▶ Supplied data:
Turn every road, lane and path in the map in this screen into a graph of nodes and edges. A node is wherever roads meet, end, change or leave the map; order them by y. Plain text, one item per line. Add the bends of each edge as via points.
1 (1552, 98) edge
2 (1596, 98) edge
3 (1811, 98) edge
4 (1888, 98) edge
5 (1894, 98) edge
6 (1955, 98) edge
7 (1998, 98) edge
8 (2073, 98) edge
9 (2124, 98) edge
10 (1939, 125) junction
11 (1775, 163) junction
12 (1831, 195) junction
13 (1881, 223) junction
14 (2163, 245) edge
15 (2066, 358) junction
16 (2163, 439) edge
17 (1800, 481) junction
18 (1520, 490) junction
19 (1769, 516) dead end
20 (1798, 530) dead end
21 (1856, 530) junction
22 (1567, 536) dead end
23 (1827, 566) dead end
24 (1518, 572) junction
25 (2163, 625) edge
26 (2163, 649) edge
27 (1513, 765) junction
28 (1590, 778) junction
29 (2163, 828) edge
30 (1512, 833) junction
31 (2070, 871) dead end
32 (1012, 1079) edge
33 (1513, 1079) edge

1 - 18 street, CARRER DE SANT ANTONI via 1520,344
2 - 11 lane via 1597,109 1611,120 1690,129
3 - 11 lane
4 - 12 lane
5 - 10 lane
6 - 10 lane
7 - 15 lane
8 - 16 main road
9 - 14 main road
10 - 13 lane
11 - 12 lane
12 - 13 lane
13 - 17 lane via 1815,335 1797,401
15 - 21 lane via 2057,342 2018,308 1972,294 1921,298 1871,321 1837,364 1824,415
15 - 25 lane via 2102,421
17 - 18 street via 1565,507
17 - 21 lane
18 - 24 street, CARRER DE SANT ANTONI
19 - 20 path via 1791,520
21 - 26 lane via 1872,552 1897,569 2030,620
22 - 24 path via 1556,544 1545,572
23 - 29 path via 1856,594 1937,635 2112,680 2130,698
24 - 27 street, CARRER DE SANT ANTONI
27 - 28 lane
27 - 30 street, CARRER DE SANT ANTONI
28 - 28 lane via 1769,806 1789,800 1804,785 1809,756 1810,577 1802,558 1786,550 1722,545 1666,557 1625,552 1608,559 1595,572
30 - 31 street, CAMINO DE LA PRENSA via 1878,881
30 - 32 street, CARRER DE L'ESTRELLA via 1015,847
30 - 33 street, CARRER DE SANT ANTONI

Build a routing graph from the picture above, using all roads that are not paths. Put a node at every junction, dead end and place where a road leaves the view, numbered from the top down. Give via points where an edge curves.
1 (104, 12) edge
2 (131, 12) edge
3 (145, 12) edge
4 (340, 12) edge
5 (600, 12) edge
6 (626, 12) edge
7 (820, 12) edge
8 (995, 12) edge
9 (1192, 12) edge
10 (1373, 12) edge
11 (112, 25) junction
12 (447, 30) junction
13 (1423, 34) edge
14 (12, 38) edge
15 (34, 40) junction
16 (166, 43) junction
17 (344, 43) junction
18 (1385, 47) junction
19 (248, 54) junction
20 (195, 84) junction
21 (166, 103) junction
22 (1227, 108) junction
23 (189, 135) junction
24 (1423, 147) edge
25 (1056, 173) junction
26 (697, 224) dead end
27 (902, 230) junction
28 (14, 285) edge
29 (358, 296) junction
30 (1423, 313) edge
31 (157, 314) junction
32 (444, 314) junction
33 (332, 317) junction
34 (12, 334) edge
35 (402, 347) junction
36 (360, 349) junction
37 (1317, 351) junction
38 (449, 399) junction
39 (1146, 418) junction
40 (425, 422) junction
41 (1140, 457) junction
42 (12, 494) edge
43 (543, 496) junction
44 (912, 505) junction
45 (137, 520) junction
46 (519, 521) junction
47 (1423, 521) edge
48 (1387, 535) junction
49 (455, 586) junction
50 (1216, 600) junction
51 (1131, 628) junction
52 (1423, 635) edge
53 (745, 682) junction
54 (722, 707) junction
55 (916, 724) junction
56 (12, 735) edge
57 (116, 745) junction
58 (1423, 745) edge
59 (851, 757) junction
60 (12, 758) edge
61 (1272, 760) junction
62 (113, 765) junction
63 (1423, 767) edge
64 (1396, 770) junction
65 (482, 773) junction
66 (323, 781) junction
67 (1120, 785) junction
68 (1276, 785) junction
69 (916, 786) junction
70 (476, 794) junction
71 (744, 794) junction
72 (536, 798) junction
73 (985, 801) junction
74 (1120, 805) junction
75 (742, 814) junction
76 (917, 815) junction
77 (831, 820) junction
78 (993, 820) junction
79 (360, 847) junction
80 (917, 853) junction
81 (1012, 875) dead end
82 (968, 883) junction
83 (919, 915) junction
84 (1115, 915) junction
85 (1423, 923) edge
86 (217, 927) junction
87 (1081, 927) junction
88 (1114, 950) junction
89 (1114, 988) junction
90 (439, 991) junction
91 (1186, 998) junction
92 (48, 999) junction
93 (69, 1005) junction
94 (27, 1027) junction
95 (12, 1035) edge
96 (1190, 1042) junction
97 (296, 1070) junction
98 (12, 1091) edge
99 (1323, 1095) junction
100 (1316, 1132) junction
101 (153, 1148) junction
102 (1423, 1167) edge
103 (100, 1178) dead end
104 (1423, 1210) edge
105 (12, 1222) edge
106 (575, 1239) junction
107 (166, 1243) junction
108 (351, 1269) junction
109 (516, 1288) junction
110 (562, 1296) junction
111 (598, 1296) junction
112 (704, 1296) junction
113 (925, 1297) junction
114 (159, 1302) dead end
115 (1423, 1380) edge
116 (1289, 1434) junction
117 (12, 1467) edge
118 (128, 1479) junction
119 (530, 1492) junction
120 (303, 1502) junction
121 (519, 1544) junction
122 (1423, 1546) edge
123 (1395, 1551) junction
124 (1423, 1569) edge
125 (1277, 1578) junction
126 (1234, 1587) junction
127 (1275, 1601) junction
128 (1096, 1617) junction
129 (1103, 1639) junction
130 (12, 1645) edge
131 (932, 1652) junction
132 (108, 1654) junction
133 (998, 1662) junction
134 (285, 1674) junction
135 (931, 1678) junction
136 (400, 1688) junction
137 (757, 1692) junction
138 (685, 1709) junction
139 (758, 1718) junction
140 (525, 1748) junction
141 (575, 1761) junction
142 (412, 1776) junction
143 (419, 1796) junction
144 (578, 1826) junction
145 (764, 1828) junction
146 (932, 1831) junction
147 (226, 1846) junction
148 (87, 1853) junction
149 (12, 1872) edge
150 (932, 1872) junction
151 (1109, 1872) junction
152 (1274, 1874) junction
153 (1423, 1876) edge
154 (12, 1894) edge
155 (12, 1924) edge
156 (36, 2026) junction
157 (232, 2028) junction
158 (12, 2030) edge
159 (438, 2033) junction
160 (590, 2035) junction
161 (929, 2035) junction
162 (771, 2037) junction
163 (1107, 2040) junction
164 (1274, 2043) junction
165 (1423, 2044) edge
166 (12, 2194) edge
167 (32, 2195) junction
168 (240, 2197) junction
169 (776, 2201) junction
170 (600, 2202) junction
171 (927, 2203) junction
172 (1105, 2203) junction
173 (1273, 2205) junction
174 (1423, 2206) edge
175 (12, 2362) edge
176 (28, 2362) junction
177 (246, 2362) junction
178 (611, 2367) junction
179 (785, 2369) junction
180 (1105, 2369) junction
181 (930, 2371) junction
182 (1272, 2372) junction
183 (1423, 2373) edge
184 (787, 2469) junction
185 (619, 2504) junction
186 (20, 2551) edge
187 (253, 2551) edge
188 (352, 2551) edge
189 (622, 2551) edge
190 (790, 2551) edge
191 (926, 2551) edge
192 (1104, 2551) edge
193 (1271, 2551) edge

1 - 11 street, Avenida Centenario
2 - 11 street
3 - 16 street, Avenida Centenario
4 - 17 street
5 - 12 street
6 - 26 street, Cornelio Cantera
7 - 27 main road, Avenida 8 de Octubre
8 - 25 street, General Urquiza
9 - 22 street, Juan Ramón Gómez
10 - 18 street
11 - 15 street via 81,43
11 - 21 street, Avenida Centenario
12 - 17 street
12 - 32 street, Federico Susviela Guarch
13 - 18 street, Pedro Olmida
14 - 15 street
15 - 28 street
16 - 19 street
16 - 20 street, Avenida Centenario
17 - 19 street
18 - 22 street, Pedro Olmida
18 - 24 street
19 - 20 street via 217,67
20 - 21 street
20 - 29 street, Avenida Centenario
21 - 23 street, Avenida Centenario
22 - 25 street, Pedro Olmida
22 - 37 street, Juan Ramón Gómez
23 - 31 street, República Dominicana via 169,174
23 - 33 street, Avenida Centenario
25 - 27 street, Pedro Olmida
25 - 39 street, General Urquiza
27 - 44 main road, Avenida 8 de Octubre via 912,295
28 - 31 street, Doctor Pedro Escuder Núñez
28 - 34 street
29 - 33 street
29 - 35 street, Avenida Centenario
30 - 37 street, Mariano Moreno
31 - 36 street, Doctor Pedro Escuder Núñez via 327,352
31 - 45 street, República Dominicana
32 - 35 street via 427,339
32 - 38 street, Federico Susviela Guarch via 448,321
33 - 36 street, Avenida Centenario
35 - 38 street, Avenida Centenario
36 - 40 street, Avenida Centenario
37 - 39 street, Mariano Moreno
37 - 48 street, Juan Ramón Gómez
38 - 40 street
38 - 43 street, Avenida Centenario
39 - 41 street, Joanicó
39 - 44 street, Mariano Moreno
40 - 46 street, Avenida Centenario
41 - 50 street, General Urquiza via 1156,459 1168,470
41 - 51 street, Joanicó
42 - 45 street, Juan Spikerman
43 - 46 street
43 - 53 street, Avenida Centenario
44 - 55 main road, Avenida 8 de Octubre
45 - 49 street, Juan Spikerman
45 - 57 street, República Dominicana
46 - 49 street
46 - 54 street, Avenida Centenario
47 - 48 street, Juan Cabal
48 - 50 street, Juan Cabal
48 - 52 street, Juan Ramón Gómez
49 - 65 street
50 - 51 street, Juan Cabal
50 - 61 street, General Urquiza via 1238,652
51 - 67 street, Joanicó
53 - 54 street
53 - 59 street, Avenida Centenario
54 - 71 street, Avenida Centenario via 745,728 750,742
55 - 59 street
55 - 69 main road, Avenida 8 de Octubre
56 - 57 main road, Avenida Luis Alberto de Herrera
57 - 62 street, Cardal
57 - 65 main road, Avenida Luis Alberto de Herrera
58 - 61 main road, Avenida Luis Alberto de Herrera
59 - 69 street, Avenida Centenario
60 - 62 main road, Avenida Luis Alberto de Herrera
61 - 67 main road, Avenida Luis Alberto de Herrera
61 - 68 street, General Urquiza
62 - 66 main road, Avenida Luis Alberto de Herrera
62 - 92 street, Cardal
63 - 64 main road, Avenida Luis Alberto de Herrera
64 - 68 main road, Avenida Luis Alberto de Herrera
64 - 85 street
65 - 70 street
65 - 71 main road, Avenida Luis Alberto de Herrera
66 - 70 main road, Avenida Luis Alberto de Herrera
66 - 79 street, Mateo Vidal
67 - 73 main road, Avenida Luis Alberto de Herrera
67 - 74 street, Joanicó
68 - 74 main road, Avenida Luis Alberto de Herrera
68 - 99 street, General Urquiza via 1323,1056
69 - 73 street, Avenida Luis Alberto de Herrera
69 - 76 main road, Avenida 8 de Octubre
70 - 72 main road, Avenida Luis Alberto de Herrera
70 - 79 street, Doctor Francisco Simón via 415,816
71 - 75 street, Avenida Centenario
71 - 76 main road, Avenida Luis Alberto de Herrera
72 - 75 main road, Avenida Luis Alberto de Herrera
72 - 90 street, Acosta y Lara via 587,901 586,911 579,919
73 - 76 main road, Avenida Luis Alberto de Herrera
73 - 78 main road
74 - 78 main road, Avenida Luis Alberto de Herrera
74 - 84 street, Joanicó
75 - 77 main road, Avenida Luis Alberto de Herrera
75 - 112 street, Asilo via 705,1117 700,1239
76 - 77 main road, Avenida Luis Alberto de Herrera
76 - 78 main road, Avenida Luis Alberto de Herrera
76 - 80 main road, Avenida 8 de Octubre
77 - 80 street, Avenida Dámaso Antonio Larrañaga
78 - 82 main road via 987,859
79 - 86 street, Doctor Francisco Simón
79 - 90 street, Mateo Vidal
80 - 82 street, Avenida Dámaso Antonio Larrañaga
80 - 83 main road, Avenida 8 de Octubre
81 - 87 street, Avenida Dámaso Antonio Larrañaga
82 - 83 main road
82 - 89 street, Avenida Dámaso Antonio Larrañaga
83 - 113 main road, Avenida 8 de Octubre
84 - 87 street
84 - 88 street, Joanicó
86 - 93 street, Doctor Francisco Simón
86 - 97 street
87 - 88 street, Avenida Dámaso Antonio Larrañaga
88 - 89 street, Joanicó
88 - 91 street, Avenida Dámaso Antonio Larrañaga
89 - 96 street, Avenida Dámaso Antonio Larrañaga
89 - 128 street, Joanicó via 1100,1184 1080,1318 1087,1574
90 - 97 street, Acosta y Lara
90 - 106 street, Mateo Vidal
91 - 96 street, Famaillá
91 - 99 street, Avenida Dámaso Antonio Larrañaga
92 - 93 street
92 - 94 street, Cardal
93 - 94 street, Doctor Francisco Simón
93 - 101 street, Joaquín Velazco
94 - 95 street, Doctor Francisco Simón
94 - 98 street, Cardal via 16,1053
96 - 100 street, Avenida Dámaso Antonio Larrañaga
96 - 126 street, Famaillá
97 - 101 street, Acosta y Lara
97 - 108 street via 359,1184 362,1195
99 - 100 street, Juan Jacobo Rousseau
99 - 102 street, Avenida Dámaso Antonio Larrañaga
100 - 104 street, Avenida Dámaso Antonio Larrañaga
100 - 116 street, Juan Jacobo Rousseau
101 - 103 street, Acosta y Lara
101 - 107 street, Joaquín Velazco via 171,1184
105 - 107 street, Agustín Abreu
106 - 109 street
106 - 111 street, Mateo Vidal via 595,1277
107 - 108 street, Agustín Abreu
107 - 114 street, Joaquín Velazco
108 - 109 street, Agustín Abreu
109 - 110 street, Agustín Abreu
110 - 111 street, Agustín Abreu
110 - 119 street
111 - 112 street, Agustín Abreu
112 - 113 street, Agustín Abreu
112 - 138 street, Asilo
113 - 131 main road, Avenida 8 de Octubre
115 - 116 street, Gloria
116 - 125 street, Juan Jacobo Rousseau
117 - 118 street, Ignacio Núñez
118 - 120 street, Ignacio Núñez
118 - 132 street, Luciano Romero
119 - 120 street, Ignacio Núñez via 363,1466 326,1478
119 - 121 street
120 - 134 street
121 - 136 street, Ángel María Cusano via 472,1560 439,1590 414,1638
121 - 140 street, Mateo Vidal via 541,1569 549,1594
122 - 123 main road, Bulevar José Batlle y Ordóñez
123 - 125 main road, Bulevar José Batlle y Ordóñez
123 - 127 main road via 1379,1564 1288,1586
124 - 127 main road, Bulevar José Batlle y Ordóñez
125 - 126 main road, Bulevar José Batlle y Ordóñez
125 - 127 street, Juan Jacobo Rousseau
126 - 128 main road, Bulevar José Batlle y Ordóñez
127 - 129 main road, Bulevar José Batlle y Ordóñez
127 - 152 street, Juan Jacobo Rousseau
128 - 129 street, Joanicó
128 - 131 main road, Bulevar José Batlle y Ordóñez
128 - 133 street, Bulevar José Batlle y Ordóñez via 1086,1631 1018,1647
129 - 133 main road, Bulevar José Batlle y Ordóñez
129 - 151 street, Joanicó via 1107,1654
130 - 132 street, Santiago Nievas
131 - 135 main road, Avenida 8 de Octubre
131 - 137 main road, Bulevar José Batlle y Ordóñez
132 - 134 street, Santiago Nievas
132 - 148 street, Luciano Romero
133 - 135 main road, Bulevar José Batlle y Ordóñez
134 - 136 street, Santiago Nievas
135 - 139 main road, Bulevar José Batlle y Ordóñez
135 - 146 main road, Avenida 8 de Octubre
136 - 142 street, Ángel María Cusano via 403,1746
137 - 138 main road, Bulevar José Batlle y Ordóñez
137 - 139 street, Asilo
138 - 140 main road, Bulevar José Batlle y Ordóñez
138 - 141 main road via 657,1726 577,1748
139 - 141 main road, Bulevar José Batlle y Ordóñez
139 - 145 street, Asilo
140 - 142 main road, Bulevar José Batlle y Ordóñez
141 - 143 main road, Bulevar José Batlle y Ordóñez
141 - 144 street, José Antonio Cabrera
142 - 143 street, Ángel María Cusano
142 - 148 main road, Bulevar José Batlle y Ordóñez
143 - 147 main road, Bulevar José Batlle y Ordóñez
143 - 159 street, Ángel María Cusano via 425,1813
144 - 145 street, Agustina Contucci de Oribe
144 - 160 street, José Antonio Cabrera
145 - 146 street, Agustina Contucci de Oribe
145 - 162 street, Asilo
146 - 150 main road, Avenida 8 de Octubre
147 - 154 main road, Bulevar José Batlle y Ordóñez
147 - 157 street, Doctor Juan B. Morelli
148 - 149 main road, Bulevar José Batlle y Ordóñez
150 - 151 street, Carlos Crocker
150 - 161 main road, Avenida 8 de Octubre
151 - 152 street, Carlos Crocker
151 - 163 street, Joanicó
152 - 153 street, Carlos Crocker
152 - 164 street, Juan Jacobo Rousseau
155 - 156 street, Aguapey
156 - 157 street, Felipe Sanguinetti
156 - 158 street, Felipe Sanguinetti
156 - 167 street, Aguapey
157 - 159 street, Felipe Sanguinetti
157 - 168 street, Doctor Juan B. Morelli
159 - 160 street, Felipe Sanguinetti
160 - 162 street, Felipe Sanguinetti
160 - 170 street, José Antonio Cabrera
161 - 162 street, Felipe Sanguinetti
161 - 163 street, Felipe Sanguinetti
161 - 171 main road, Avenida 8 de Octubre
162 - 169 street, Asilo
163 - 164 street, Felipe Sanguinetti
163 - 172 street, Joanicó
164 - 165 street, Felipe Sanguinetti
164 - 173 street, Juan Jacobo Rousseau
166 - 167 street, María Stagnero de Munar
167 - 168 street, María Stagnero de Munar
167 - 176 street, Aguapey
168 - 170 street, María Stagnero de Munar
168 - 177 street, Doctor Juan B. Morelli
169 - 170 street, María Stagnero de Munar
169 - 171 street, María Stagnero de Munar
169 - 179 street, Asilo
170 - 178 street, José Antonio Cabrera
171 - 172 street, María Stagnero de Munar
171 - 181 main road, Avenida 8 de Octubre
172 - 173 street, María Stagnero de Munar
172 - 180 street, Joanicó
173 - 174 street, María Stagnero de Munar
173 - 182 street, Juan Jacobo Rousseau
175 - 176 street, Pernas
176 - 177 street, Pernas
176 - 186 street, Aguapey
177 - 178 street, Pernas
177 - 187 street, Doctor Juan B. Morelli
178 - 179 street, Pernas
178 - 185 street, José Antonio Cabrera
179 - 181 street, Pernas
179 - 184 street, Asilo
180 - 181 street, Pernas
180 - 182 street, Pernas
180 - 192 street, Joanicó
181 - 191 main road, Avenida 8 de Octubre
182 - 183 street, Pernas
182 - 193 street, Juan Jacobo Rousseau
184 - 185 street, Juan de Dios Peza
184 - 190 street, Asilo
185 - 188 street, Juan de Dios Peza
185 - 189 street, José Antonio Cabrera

▶ What to do: Only a number is wanted here: how many lines in the entries contain the word "Velazco"?

▶ Completed exercise: 3